= Task to carry out =
Go over the lines below, and when one contains the word "paths", copy it.

= The records =
=====
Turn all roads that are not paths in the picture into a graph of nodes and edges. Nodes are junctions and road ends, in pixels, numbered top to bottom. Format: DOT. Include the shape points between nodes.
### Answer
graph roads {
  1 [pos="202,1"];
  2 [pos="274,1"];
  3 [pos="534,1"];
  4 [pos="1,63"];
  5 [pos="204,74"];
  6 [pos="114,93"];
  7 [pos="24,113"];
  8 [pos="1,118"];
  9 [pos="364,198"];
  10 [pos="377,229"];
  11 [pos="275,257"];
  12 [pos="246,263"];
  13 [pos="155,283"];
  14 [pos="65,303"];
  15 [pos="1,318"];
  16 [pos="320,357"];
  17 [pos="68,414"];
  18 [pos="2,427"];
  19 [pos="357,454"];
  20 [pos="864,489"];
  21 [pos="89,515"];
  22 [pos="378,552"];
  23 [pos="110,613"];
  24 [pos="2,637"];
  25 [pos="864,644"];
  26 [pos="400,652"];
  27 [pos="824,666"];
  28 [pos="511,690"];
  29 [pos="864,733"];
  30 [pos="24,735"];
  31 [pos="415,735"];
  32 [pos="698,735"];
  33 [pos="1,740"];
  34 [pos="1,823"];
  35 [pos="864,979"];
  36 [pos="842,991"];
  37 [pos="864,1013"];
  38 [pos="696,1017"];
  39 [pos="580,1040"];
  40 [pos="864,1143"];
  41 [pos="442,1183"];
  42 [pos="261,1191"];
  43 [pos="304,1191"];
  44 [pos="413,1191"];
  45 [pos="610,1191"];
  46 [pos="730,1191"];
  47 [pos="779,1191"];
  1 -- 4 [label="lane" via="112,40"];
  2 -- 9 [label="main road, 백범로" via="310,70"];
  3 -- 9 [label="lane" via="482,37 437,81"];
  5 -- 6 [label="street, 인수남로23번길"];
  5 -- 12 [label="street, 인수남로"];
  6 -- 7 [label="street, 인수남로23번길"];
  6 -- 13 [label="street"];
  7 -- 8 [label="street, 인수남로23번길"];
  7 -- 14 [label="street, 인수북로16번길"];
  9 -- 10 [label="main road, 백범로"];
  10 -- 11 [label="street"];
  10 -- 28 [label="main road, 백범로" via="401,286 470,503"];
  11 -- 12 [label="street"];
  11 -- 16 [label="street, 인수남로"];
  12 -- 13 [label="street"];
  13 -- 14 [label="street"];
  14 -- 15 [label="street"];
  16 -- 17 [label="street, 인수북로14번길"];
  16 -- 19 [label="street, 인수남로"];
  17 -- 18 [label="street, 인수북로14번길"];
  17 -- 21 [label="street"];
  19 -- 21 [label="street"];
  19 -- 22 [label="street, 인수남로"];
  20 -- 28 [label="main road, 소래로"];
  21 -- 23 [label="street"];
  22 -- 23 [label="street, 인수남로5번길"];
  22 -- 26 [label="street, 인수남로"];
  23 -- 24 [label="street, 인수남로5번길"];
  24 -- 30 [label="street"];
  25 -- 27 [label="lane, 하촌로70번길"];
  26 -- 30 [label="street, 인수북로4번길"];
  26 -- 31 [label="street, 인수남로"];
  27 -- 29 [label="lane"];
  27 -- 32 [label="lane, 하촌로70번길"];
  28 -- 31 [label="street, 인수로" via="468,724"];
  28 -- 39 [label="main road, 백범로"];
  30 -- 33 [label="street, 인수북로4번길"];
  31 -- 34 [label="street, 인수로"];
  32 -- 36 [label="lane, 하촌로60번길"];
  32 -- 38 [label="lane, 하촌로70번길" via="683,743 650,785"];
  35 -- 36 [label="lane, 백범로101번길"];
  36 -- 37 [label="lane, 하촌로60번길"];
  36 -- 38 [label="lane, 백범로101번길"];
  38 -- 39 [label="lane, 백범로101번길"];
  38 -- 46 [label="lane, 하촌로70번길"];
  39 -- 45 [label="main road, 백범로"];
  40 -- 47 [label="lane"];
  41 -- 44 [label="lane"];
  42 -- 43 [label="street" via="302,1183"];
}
=====
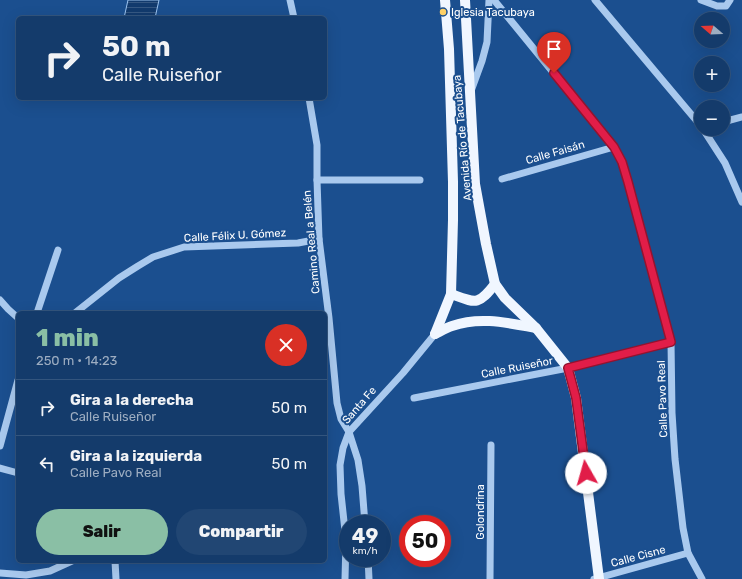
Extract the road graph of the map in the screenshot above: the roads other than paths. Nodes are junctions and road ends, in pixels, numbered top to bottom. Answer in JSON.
=====
= Exercise answer =
Turn all roads that are not paths in the picture into a graph of nodes and edges. Nodes are junctions and road ends, in pixels, numbered top to bottom. Format: DOT. Include the shape points between nodes.
Extract the road graph of the map in the screenshot above: the roads other than paths. Nodes are junctions and road ends, in pixels, numbered top to bottom. Answer in JSON.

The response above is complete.